(PROBLEM) Leave out the pictures and give back all the entries exactly as written.

(Collected data)
━━━━━━

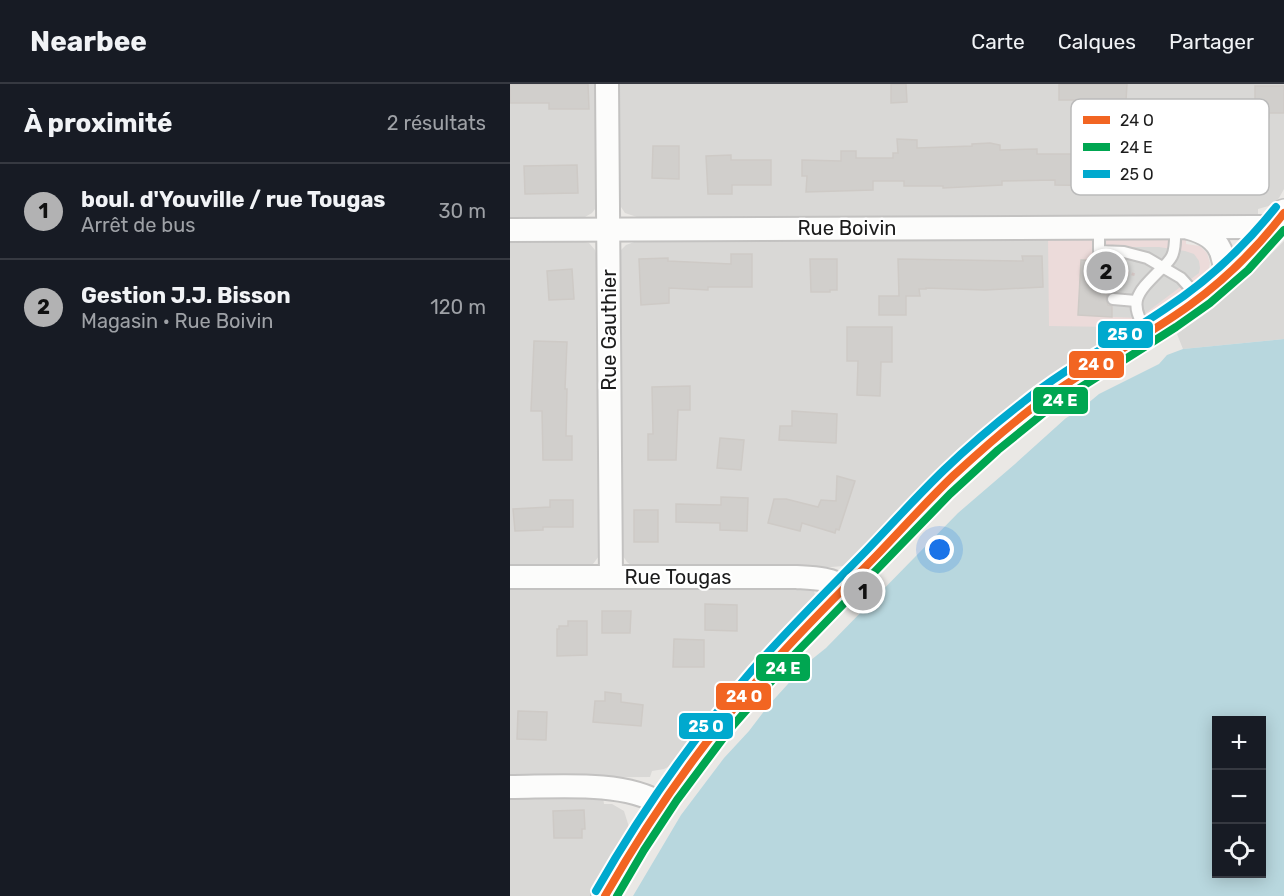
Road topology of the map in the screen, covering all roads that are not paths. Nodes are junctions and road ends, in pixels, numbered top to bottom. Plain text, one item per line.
1 (608, 84) edge
2 (1278, 221) edge
3 (1099, 227) junction
4 (1180, 227) junction
5 (510, 230) edge
6 (609, 230) junction
7 (1163, 267) junction
8 (1229, 274) junction
9 (1199, 298) junction
10 (1113, 299) dead end
11 (1136, 301) junction
12 (1148, 333) junction
13 (611, 577) junction
14 (510, 578) edge
15 (844, 588) junction
16 (510, 787) edge
17 (661, 804) junction
18 (605, 896) edge

1 - 6 street, Rue Gauthier
2 - 4 street, Rue Boivin
2 - 8 street
3 - 4 street, Rue Boivin
3 - 6 street, Rue Boivin
3 - 7 lane
4 - 7 lane
4 - 8 street, Rue Boivin
5 - 6 street, Rue Boivin
6 - 13 street, Rue Gauthier
7 - 9 lane
7 - 11 lane
8 - 9 street
9 - 12 street
10 - 11 lane
11 - 12 lane
12 - 15 street
13 - 14 street, Rue Tougas
13 - 15 street, Rue Tougas
15 - 17 street
16 - 17 street
17 - 18 street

━━━━━━

(RESPONSE)
Road topology of the map in the screen, covering all roads that are not paths. Nodes are junctions and road ends, in pixels, numbered top to bottom. Plain text, one item per line.
1 (608, 84) edge
2 (1278, 221) edge
3 (1099, 227) junction
4 (1180, 227) junction
5 (510, 230) edge
6 (609, 230) junction
7 (1163, 267) junction
8 (1229, 274) junction
9 (1199, 298) junction
10 (1113, 299) dead end
11 (1136, 301) junction
12 (1148, 333) junction
13 (611, 577) junction
14 (510, 578) edge
15 (844, 588) junction
16 (510, 787) edge
17 (661, 804) junction
18 (605, 896) edge

1 - 6 street, Rue Gauthier
2 - 4 street, Rue Boivin
2 - 8 street
3 - 4 street, Rue Boivin
3 - 6 street, Rue Boivin
3 - 7 lane
4 - 7 lane
4 - 8 street, Rue Boivin
5 - 6 street, Rue Boivin
6 - 13 street, Rue Gauthier
7 - 9 lane
7 - 11 lane
8 - 9 street
9 - 12 street
10 - 11 lane
11 - 12 lane
12 - 15 street
13 - 14 street, Rue Tougas
13 - 15 street, Rue Tougas
15 - 17 street
16 - 17 street
17 - 18 street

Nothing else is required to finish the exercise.